When I read the title I immediately thought the Professor will be talking of compilers. It was as if he read my mind.
computer science && parsing => compilers. it's pretty obvious, da?
@@menyasavut3959 Menya Savut Kolya. =)))
@@londonnight937 Привет, Коля, приятно познакомиться
If the ambiguity leads you to two outcomes that would be unequal, then the parse description isn't properly created.

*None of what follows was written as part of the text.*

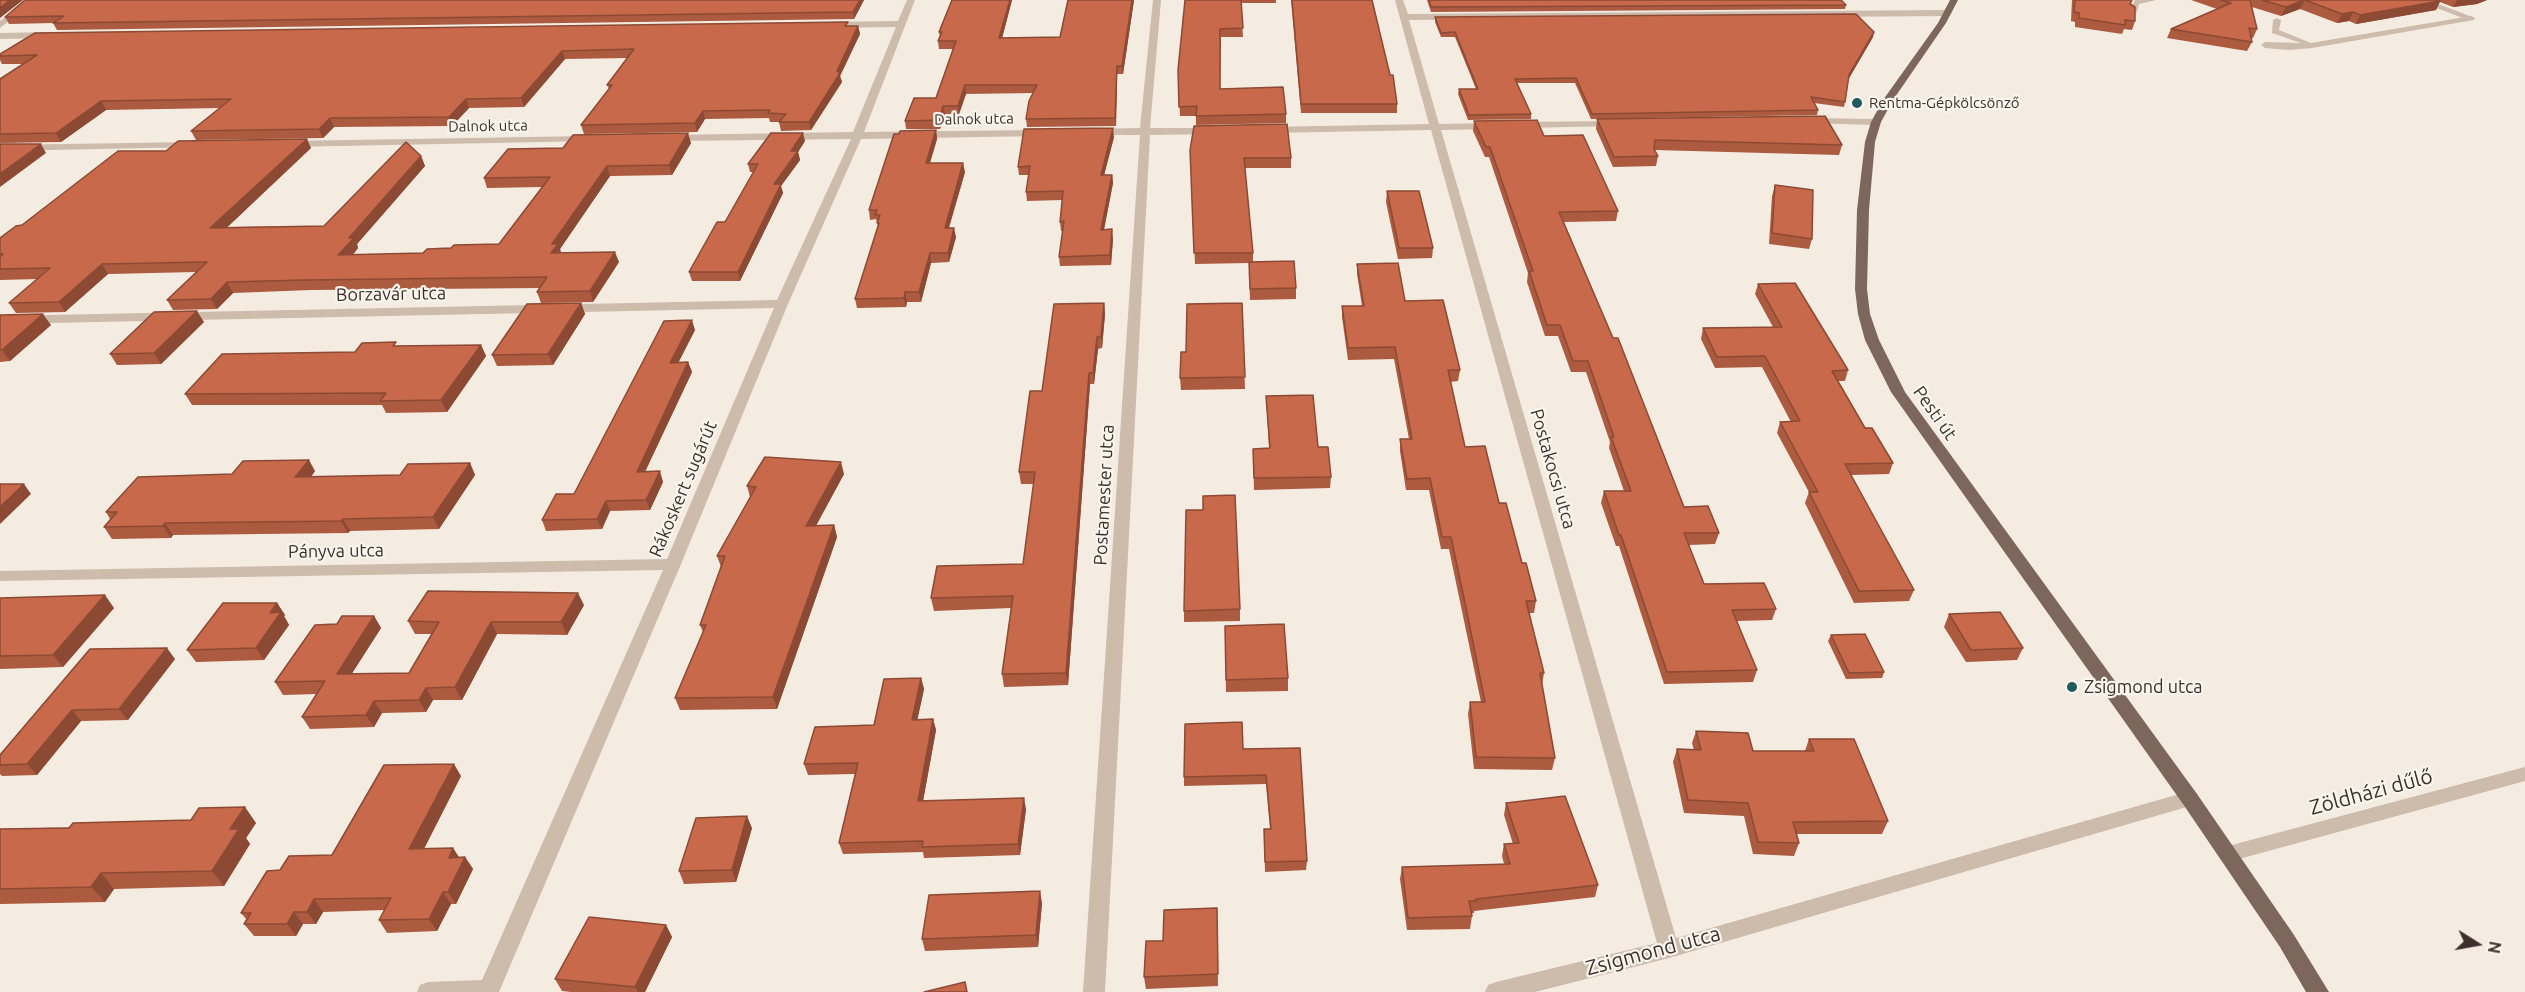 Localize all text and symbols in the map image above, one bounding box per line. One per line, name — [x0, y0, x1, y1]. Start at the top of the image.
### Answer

I prefer EBNF with slight personal modification to standard BNF....it denies ambiguity from the start.
1:29 redirect to "Angle Brackets" --> redirects to --> "Chomsky Hierarcy" & "Finite State Automata"
14:53 wow, the extra bits part seems interesting
> _"john, now that you're aware that this..."_
i vote for longer video 8)
What about Chomsky?
Context needed!! Your question is context free.
The Indo half of the Indo-European languages tend to be SOV, like Hindi with the verb last. German is actually V-2, which means the verb always comes second, but other parts can move around a bit. That's for very simple three-word sentences. In more complex sentences with more than one verb, it's all the verbs except the main verb that move to the end. Even this is a gross simplification too of course.
irish gaelic is generally vso and i think every sentence form begins with the verb
And then there are Slavic languages (like Czech I use) that use flexion (slight changes in word form) and otherwise have a lot of freedom when it comes to word order (for example, using it to indicate stress).
@@Jamie-st6of That is a Punic (Semitic) substrate. It found ist way into Icelandic, where the verb can appear on Position 1 or 2 without difference in meaning.
And of course, in OSV Yoda speaks.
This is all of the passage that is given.